The problem is:
I have a code that operates on a fully functional istream
. It uses methods like:
istream is;
is.seekg(...) // <--- going backwards at times
is.tellg() // <--- to save the position before looking forward
etc.
These methods are only available for istreams from, say, a file. However, if I use cin
in this fashion, it will not work--cin
does not have the option of saving a position, reading forward, then returning to the saved position.

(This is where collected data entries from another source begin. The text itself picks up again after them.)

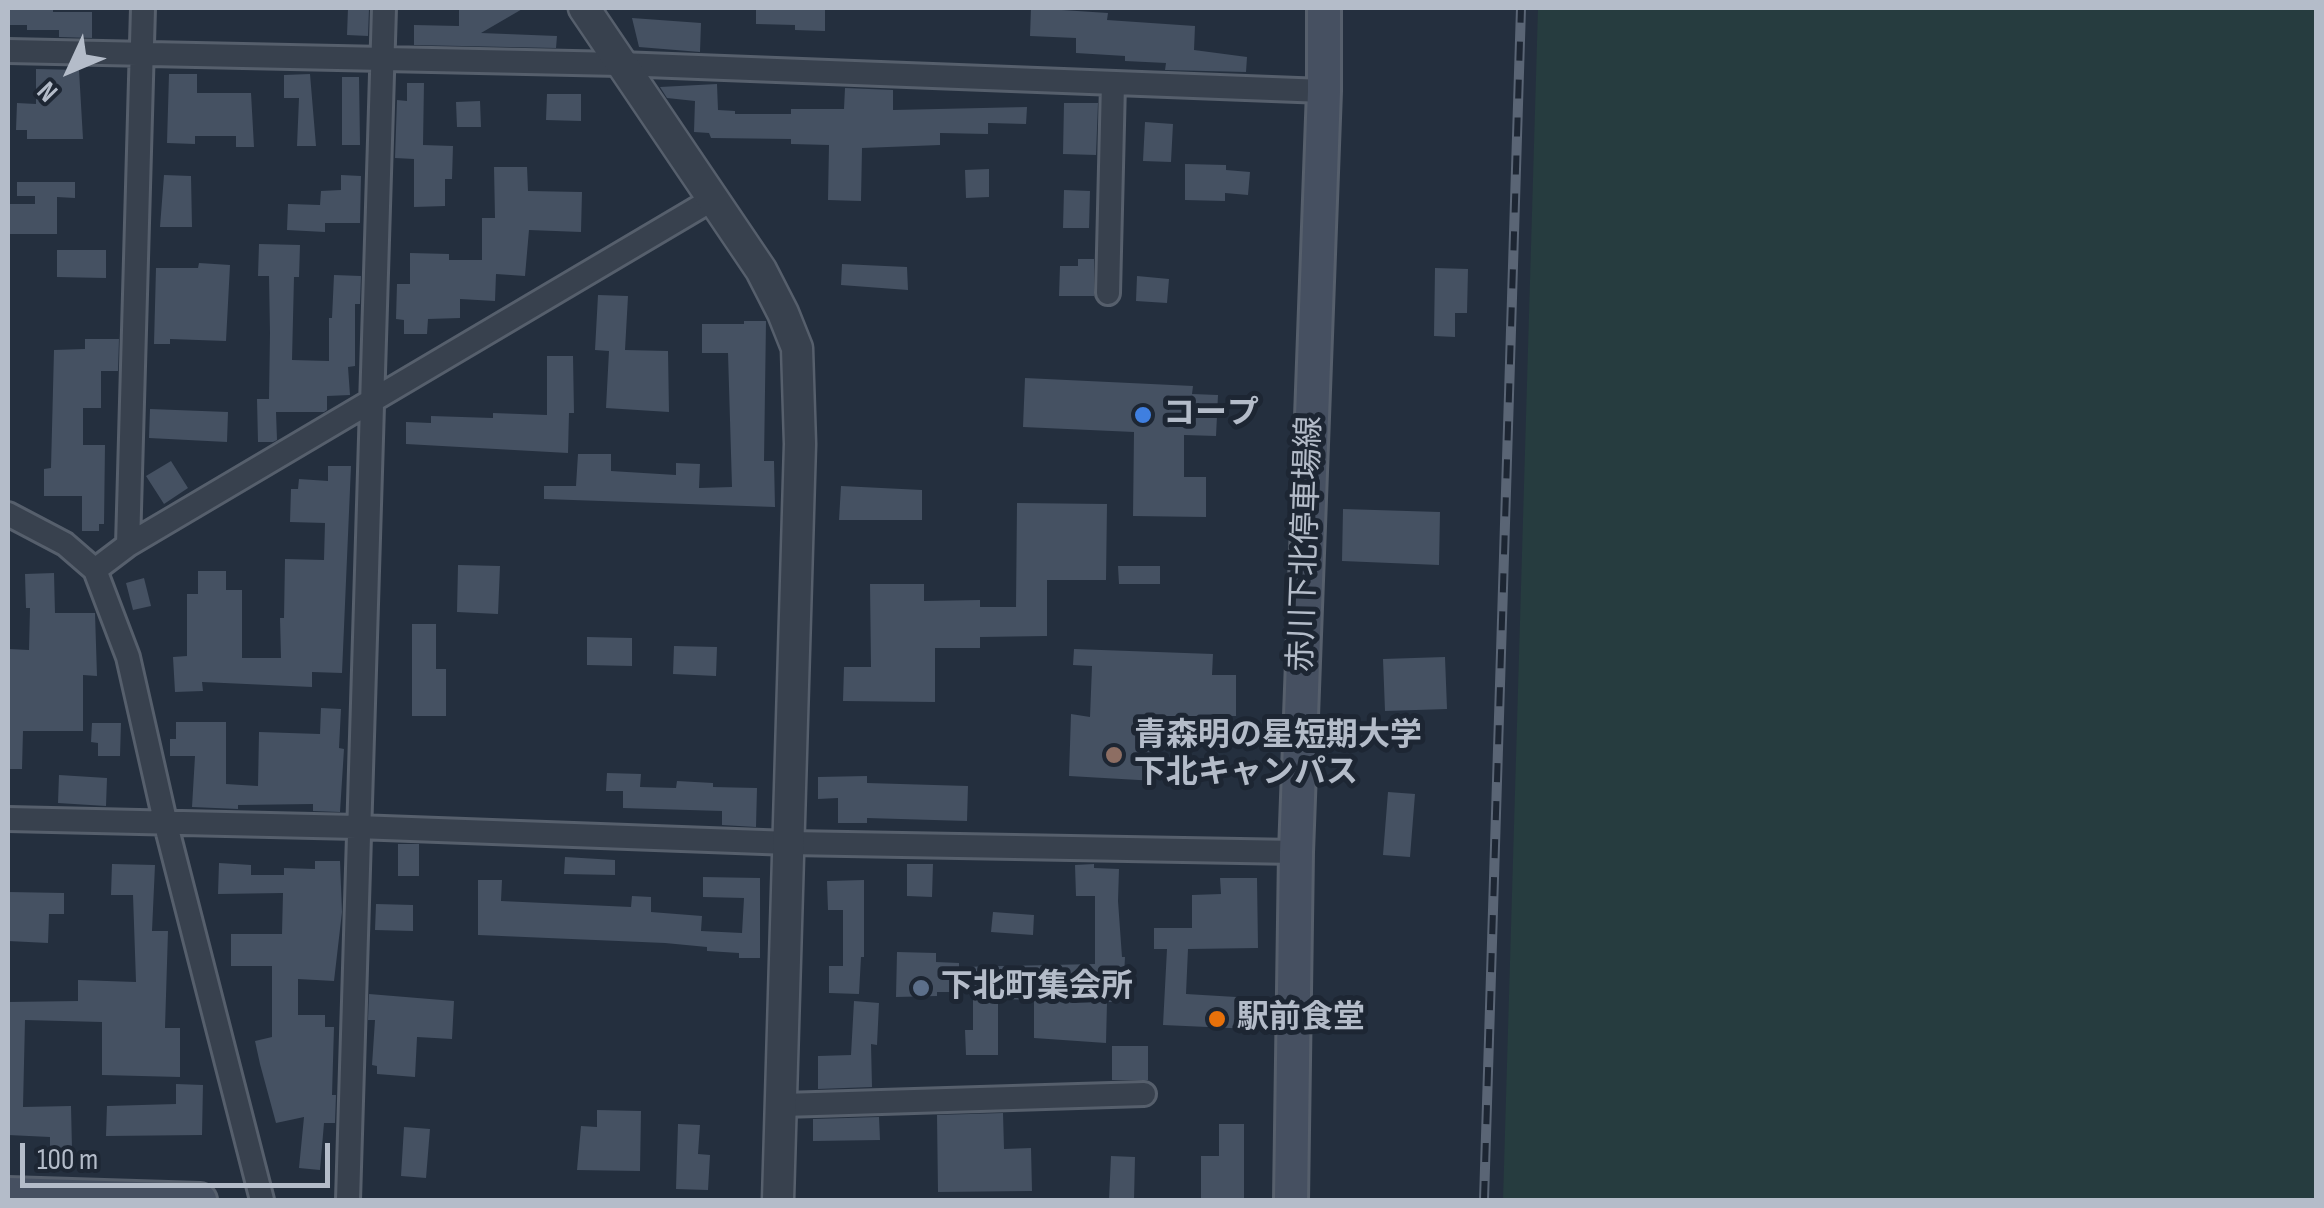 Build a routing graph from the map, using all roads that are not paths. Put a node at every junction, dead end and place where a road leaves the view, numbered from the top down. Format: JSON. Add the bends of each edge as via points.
{"nodes":[{"id":1,"x":142,"y":8,"type":"edge"},
{"id":2,"x":384,"y":8,"type":"edge"},
{"id":3,"x":584,"y":8,"type":"edge"},
{"id":4,"x":1324,"y":8,"type":"edge"},
{"id":5,"x":8,"y":51,"type":"edge"},
{"id":6,"x":140,"y":52,"type":"junction"},
{"id":7,"x":382,"y":60,"type":"junction"},
{"id":8,"x":620,"y":64,"type":"junction"},
{"id":9,"x":1113,"y":83,"type":"junction"},
{"id":10,"x":1324,"y":91,"type":"junction"},
{"id":11,"x":714,"y":199,"type":"junction"},
{"id":12,"x":1108,"y":294,"type":"dead end"},
{"id":13,"x":370,"y":399,"type":"junction"},
{"id":14,"x":8,"y":514,"type":"edge"},
{"id":15,"x":128,"y":545,"type":"junction"},
{"id":16,"x":95,"y":570,"type":"junction"},
{"id":17,"x":8,"y":820,"type":"edge"},
{"id":18,"x":166,"y":825,"type":"junction"},
{"id":19,"x":356,"y":827,"type":"junction"},
{"id":20,"x":790,"y":843,"type":"junction"},
{"id":21,"x":1296,"y":852,"type":"junction"},
{"id":22,"x":1144,"y":1094,"type":"dead end"},
{"id":23,"x":783,"y":1105,"type":"junction"},
{"id":24,"x":8,"y":1194,"type":"edge"},
{"id":25,"x":200,"y":1200,"type":"edge"},
{"id":26,"x":262,"y":1200,"type":"edge"},
{"id":27,"x":348,"y":1200,"type":"edge"},
{"id":28,"x":778,"y":1200,"type":"edge"},
{"id":29,"x":1291,"y":1200,"type":"edge"}],
"edges":[{"from":1,"to":6,"type":"street"},
{"from":2,"to":7,"type":"street"},
{"from":3,"to":8,"type":"street"},
{"from":4,"to":10,"type":"main road","name":"赤川下北停車場線"},
{"from":5,"to":6,"type":"street"},
{"from":6,"to":7,"type":"street"},
{"from":6,"to":15,"type":"street"},
{"from":7,"to":8,"type":"street"},
{"from":7,"to":13,"type":"street"},
{"from":8,"to":9,"type":"street"},
{"from":8,"to":11,"type":"street"},
{"from":9,"to":10,"type":"street"},
{"from":9,"to":12,"type":"street"},
{"from":10,"to":21,"type":"main road","name":"赤川下北停車場線"},
{"from":11,"to":13,"type":"street"},
{"from":11,"to":20,"type":"street","via":[[761,270],[797,348]]},
{"from":13,"to":15,"type":"street"},
{"from":13,"to":19,"type":"street"},
{"from":14,"to":16,"type":"street","via":[[65,544]]},
{"from":15,"to":16,"type":"street"},
{"from":16,"to":18,"type":"street","via":[[128,657]]},
{"from":17,"to":18,"type":"street"},
{"from":18,"to":19,"type":"street"},
{"from":18,"to":26,"type":"street"},
{"from":19,"to":20,"type":"street"},
{"from":19,"to":27,"type":"street"},
{"from":20,"to":21,"type":"street"},
{"from":20,"to":23,"type":"street"},
{"from":21,"to":29,"type":"main road","name":"赤川下北停車場線"},
{"from":22,"to":23,"type":"street"},
{"from":23,"to":28,"type":"street"},
{"from":24,"to":25,"type":"main road"}]} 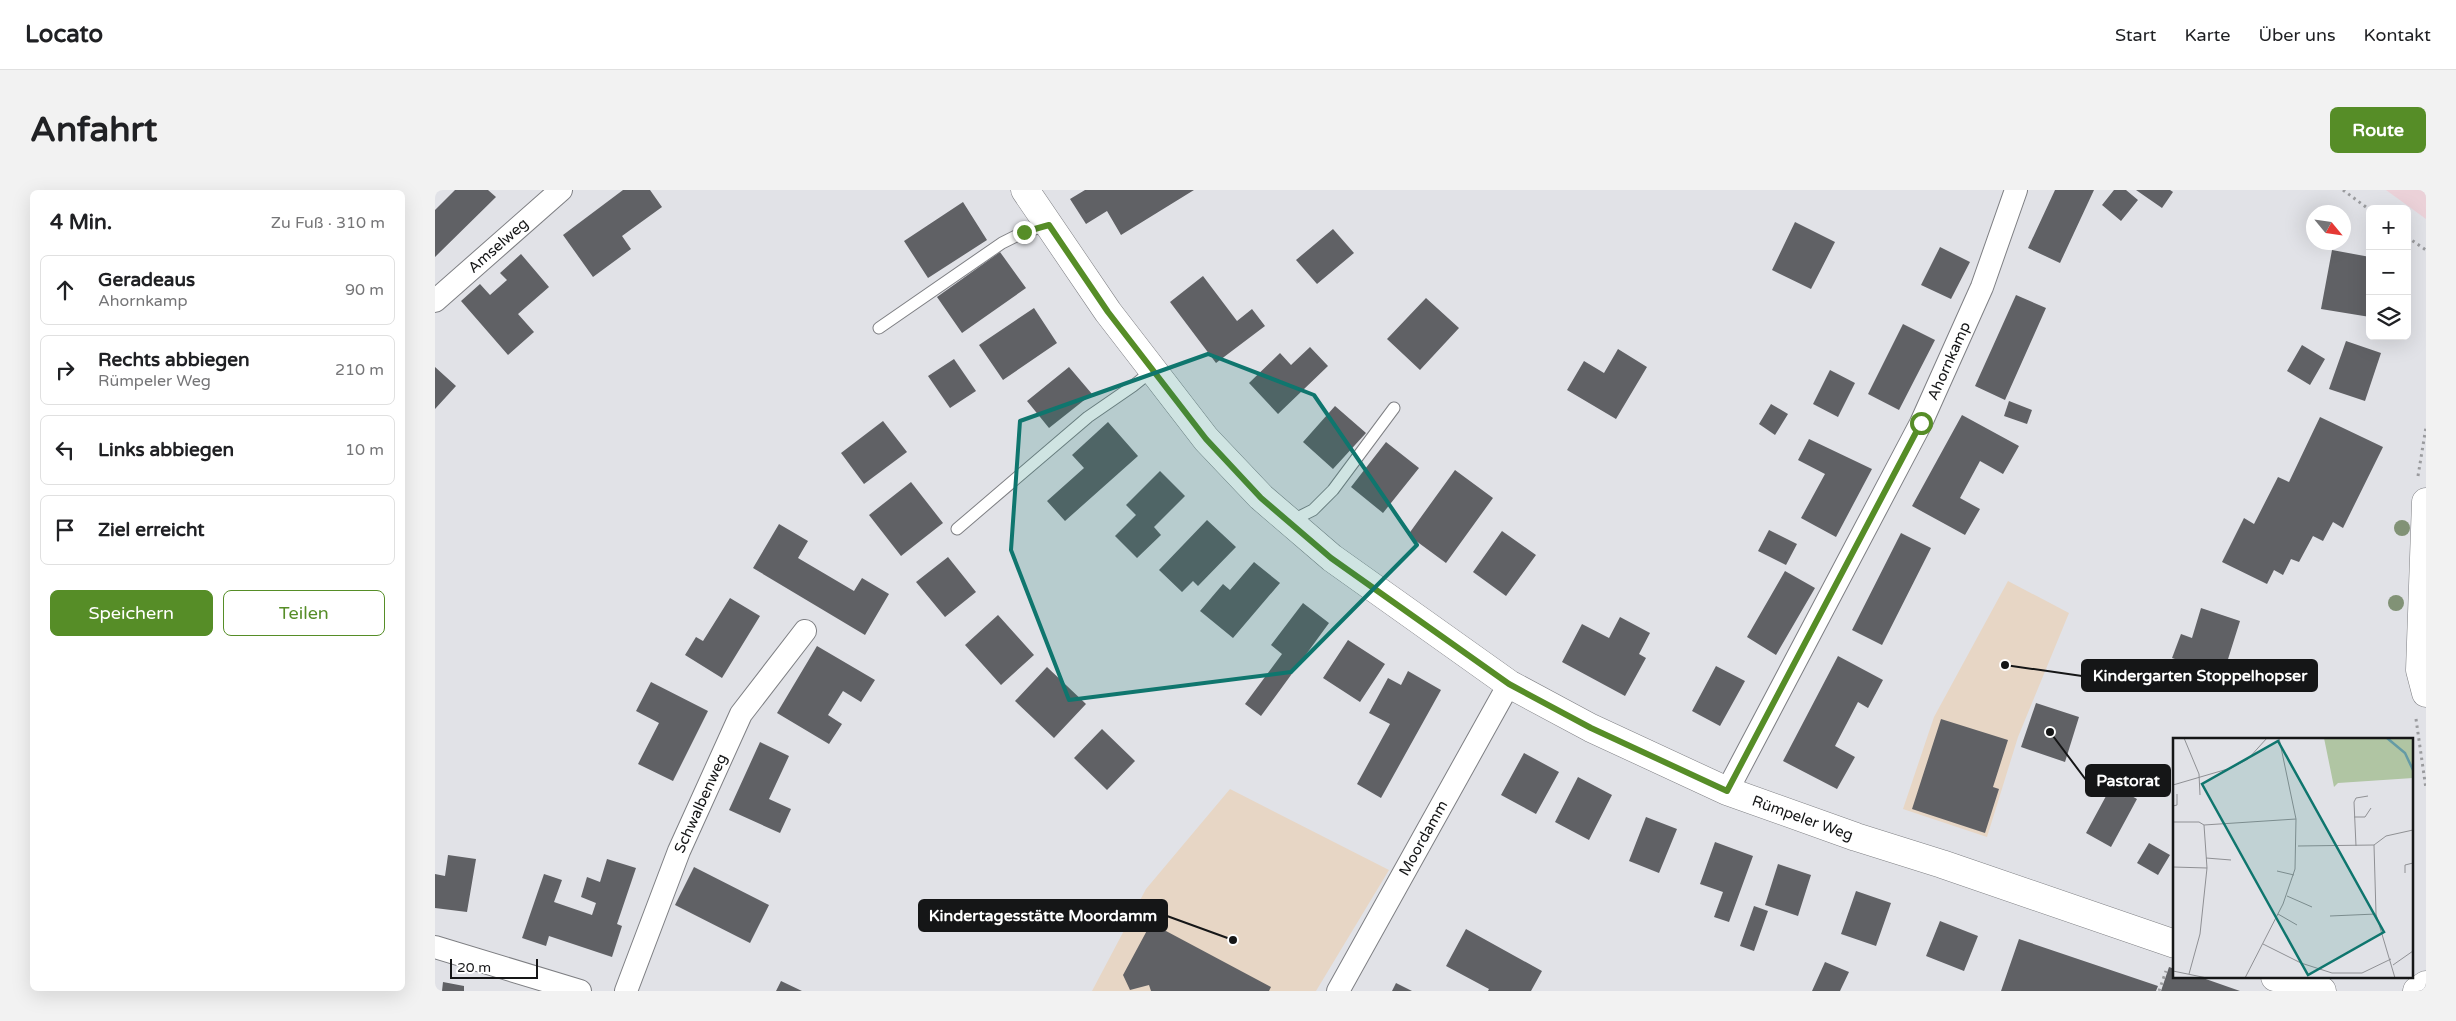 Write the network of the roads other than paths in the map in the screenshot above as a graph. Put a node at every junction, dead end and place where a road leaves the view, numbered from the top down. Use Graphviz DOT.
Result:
graph roads {
  1 [pos="561,190"];
  2 [pos="1025,190"];
  3 [pos="2017,190"];
  4 [pos="1049,225"];
  5 [pos="435,301"];
  6 [pos="879,328"];
  7 [pos="1153,370"];
  8 [pos="1394,408"];
  9 [pos="2426,502"];
  10 [pos="1289,522"];
  11 [pos="957,530"];
  12 [pos="805,631"];
  13 [pos="1509,684"];
  14 [pos="2426,693"];
  15 [pos="1727,791"];
  16 [pos="2173,943"];
  17 [pos="435,947"];
  18 [pos="2278,978"];
  19 [pos="2426,985"];
  20 [pos="580,991"];
  21 [pos="626,991"];
  22 [pos="1338,991"];
  23 [pos="2322,991"];
  24 [pos="2417,991"];
  1 -- 5 [label="street, Amselweg"];
  2 -- 4 [label="street, Rümpeler Weg"];
  3 -- 15 [label="street, Ahornkamp"];
  4 -- 6 [label="lane"];
  4 -- 7 [label="street, Rümpeler Weg"];
  7 -- 10 [label="street, Rümpeler Weg"];
  7 -- 11 [label="lane"];
  8 -- 10 [label="lane"];
  9 -- 14 [label="street"];
  10 -- 13 [label="street, Rümpeler Weg"];
  12 -- 21 [label="street, Schwalbenweg"];
  13 -- 15 [label="street, Rümpeler Weg"];
  13 -- 22 [label="street, Moordamm"];
  15 -- 16 [label="street, Rümpeler Weg"];
  17 -- 20 [label="street"];
  18 -- 23 [label="street"];
  19 -- 24 [label="street"];
}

// So, I can't cat the file into the program
cat file | ./program
// I can only read the file from inside the program
./program -f input.txt
// Which is the problem with a very, very large zipped file
// ... that cannot coexist on the same raid-10 drive system
// ... with the resulting output
zcat really_big_file.zip | ./program //<--- Doesn't work due to cin problem
./program -f really_big_file.zip //<--- not possible without unzipping
I can read cin
into a deque
, and process the deque
. A 1mb deque
buffer would be more than enough. However, this is problematic in three senses:
- I have to rewrite everything to do this with a
deque
- It wont be as bulletproof as just using an
istream
, for which the code has already been debugged - It seems like, if I implement it as a
deque
with some difficulty, someone is going to come along and say, why didn't you just do it like ___
What is the proper/most efficient way to create a usable istream
object, in the sense that all members are active, with a cin
istream
?
(Bearing in mind that performance is important)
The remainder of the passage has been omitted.